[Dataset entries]
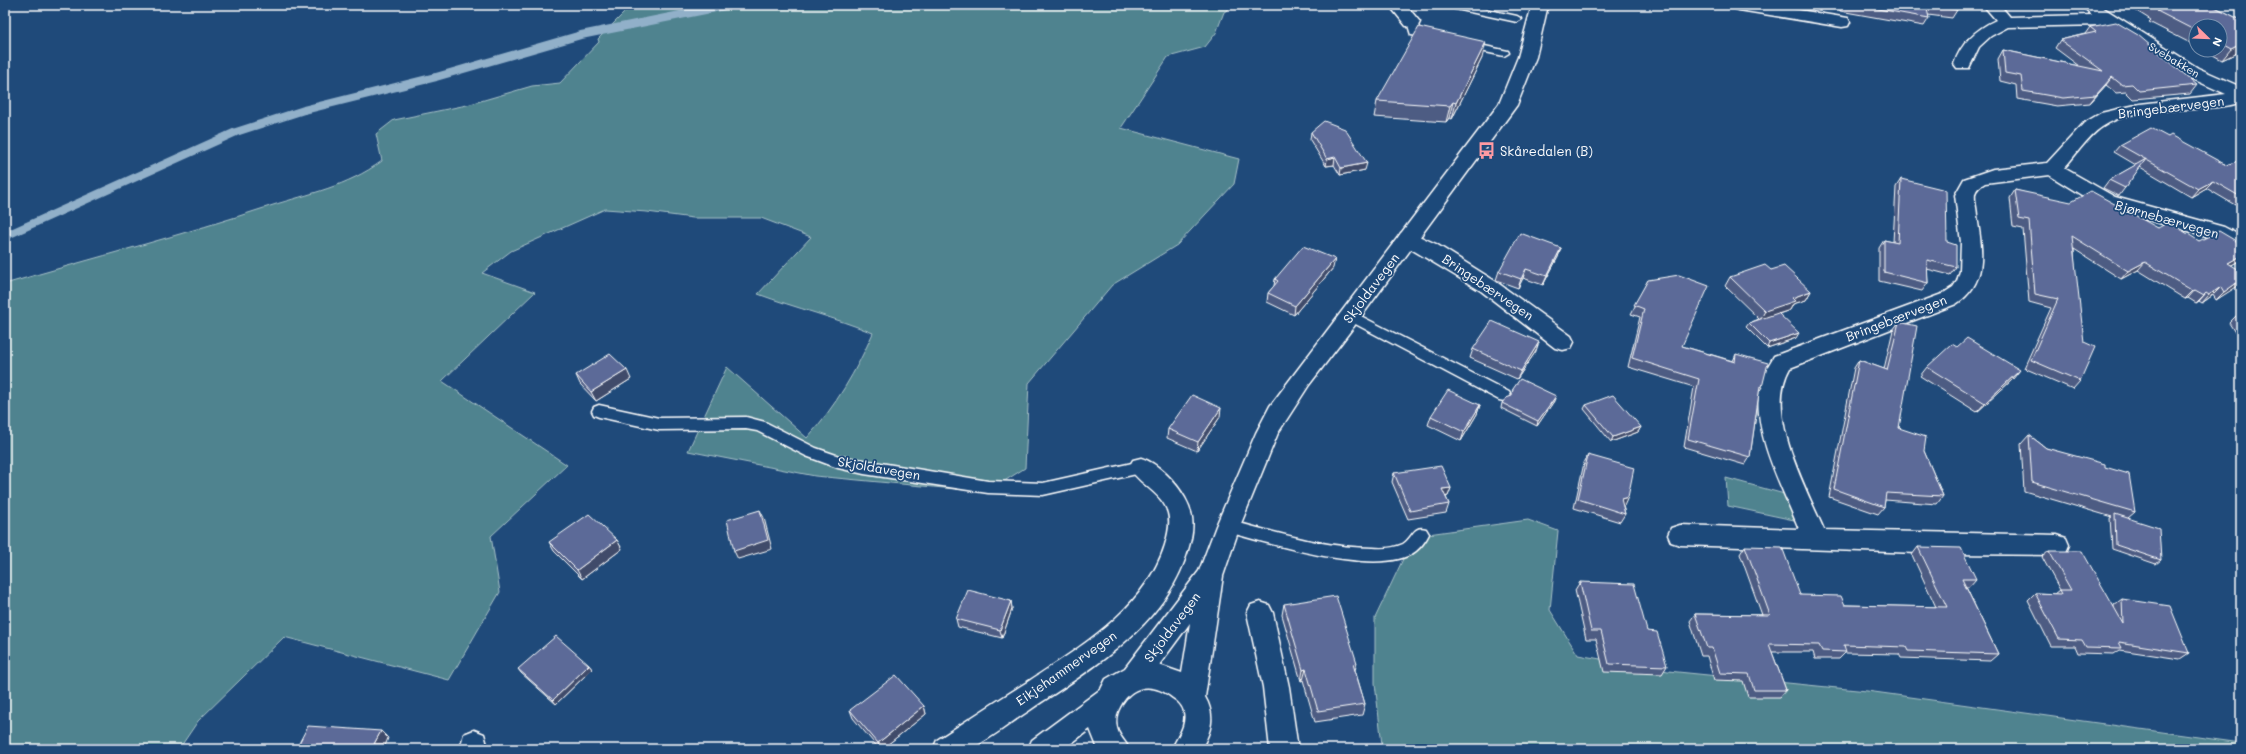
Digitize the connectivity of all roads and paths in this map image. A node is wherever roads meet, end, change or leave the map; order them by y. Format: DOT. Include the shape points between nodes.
graph roads {
  1 [pos="1397,5"];
  2 [pos="1451,5"];
  3 [pos="1540,5"];
  4 [pos="1739,5"];
  5 [pos="1991,5"];
  6 [pos="2089,5"];
  7 [pos="1796,9"];
  8 [pos="1517,19"];
  9 [pos="2109,20"];
  10 [pos="1412,22"];
  11 [pos="1842,22"];
  12 [pos="2006,22"];
  13 [pos="1504,53"];
  14 [pos="1963,64"];
  15 [pos="2239,94"];
  16 [pos="2052,169"];
  17 [pos="1408,238"];
  18 [pos="2241,244"];
  19 [pos="1351,316"];
  20 [pos="1563,342"];
  21 [pos="1504,396"];
  22 [pos="599,411"];
  23 [pos="1141,467"];
  24 [pos="1228,526"];
  25 [pos="1421,534"];
  26 [pos="1680,534"];
  27 [pos="1815,538"];
  28 [pos="2057,545"];
  29 [pos="1210,576"];
  30 [pos="1260,613"];
  31 [pos="1134,677"];
  32 [pos="1192,697"];
  33 [pos="1107,699"];
  34 [pos="1198,742"];
  35 [pos="947,749"];
  36 [pos="1042,749"];
  37 [pos="1115,749"];
  38 [pos="1284,749"];
  1 -- 10 [label="street"];
  2 -- 8 [label="lane"];
  3 -- 17 [label="street, Skjoldavegen" via="1527,58 1508,105"];
  4 -- 7 [label="street"];
  5 -- 12 [label="street"];
  6 -- 9 [label="street, Svebakken"];
  7 -- 11 [label="street"];
  9 -- 12 [label="street"];
  9 -- 15 [label="street, Svebakken" via="2192,72"];
  10 -- 13 [label="lane" via="1415,33"];
  12 -- 14 [label="street" via="1991,27 1982,34 1964,54"];
  15 -- 16 [label="street, Bringebærvegen" via="2229,100 2109,115 2095,123"];
  16 -- 18 [label="street, Bjørnebærvegen" via="2108,202 2217,232"];
  16 -- 27 [label="street, Bringebærvegen" via="1993,175 1971,183 1965,195 1971,242 1970,271 1967,283 1960,292 1949,299 1782,362 1774,375 1770,394 1771,422"];
  17 -- 19 [label="street, Skjoldavegen"];
  17 -- 20 [label="street, Bringebærvegen" via="1444,257 1508,299"];
  19 -- 21 [label="lane"];
  19 -- 24 [label="street, Skjoldavegen" via="1278,412"];
  22 -- 23 [label="lane, Skjoldavegen" via="659,424 746,423 760,426 822,457 838,462 988,487 1043,489"];
  23 -- 35 [label="street, Eikjehammervegen" via="1167,492 1179,508 1182,527 1178,551 1163,580 1142,610 1111,638"];
  24 -- 25 [label="lane" via="1351,555 1397,552 1409,548"];
  24 -- 29 [label="street, Skjoldavegen"];
  26 -- 27 [label="street"];
  27 -- 28 [label="street" via="1948,544"];
  29 -- 31 [label="street, Skjoldavegen"];
  29 -- 32 [label="street, Skjoldavegen"];
  30 -- 38 [label="street" via="1276,687"];
  31 -- 32 [label="street" via="1150,674 1167,677 1181,685"];
  31 -- 33 [label="street" via="1116,687"];
  32 -- 34 [label="street" via="1198,712"];
  33 -- 36 [label="street"];
  33 -- 37 [label="street" via="1102,714 1104,731"];
}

* [Required work]:
Across the entries above, find each line with the word "Bringebærvegen" and please copy it out.

* [Response]:
  15 -- 16 [label="street, Bringebærvegen" via="2229,100 2109,115 2095,123"];
  16 -- 27 [label="street, Bringebærvegen" via="1993,175 1971,183 1965,195 1971,242 1970,271 1967,283 1960,292 1949,299 1782,362 1774,375 1770,394 1771,422"];
  17 -- 20 [label="street, Bringebærvegen" via="1444,257 1508,299"];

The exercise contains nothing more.